During the fourth quarter of the Kings’ loss to the Rockets on Saturday, from which Bagley was conspicuously absent, dad came out with a new demand: Trade my underachieving son. He deleted the original tweet but did retweet the following from two Kings bloggers.
Bagley and the Kings are both in a tough position here. As the crime of skipping Luka Doncic for a power forward who can’t shoot, block shots, or pass has revealed itself as an ever-more-damning screwup with each passing week, tensions have ratcheted up on both sides. Bagley is a tricky player to use, and while he is springy and quick for a 4, his inability to spread the floor or protect the rim demands a particularly supportive lineup. The Kings have been closing games without him, and while Bagley starts, what has been inarguably the team’s best lineup features Haliburton taking Bagley’s spot. Also, Bagley is more or less playing in his second season after injuries robbed him of all but 13 games in 2019-20, and he is obviously not showing the form he flashed during the back half of his rookie year. All of which is to say that his subterranean value is not even the only reason the Kings almost certainly don’t want to trade him. Bagley dodged the matter during his most recent media availability, which, fair.

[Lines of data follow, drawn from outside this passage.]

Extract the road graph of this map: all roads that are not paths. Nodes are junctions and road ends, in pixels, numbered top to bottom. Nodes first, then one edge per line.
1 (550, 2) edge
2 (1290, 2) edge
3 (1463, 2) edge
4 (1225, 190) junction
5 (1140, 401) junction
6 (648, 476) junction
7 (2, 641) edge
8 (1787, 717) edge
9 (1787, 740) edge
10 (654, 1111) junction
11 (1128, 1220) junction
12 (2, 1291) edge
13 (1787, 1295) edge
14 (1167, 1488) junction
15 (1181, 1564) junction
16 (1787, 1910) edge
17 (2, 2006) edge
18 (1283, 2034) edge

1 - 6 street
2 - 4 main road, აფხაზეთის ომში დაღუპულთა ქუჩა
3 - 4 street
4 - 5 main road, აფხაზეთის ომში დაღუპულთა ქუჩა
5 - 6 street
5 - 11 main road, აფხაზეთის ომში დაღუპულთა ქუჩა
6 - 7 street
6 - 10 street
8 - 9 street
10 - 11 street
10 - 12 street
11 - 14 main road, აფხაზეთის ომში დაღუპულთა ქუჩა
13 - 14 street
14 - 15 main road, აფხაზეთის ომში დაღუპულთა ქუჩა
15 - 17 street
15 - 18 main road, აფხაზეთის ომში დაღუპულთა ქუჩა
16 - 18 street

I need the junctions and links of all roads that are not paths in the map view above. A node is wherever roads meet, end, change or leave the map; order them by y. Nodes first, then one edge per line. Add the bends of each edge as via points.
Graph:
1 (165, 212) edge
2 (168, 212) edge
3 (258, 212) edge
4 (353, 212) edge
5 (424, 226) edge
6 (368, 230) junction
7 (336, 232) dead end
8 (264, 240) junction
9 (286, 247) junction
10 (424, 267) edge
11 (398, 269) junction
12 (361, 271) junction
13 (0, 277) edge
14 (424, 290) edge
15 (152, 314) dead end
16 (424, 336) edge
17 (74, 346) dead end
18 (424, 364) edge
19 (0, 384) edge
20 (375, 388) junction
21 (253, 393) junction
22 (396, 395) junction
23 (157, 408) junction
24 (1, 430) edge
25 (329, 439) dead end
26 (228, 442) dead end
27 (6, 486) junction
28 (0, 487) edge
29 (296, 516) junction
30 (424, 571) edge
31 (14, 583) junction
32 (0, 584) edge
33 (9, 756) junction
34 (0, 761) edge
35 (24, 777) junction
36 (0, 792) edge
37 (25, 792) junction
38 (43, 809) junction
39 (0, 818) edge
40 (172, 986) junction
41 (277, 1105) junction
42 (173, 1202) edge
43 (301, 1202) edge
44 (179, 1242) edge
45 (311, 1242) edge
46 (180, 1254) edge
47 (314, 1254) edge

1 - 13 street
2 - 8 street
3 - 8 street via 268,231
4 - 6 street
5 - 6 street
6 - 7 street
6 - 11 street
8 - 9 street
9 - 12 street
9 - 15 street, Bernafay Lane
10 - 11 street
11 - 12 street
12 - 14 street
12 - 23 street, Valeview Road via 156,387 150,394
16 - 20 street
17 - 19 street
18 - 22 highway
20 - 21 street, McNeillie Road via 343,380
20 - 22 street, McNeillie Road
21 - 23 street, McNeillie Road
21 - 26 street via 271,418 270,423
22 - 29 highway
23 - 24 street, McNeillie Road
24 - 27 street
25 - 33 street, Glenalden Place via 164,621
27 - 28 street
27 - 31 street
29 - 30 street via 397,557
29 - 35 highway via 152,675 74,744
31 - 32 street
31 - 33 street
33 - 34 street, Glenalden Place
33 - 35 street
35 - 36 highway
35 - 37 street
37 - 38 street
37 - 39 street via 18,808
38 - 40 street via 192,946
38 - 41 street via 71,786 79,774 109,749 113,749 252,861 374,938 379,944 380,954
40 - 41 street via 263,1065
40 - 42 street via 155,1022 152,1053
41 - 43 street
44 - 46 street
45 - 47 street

This being the Kings, that is only the beginning of this story. It turns out that an unlikely source agrees with Bagley Jr. and his demands. De’Aaron Fox’s father Aaron (so much cooler than amending a Jr.) was even more succinct than Bagley Jr. in replying to a different Kings blogger. Fox and Bagley have never quite synced up in their years together, but any version of the Kings with legitimate playoff aspirations will necessarily have to feature Fox and Bagley operating together to deadly effect. Fox is now signed to a long-term deal in Sacramento, while Bagley faces a prove-it year. This War of the Dads is not really evidence of a rift between the two players, though it’s not encouraging either.
De’Aaron obliquely weighed in half an hour later, and after the Kings got smoked by Golden State on Monday—Bagley was minus-27 in 24 minutes with five points, three turnovers, three fouls, and one light singing—Fox shrugged it off with vigor.
There are two truths we can glean from this drama: One, Tyrese Haliburton is already essential to this team’s on-court fortunes to an alarming degree, as the loss that prompted this meltdown occurred thanks to a Haliburton-sized hole in the fourth quarter. Fox is having another great season, but without Haliburton on the floor he is cast as the lone playmaker on a team with the second-fewest three-pointers this season. The other truth is that Richaun Holmes’s mother Dr. Lydecia Holmes remains the unquestioned alpha in the Online Sacramento Kings Parents rankings.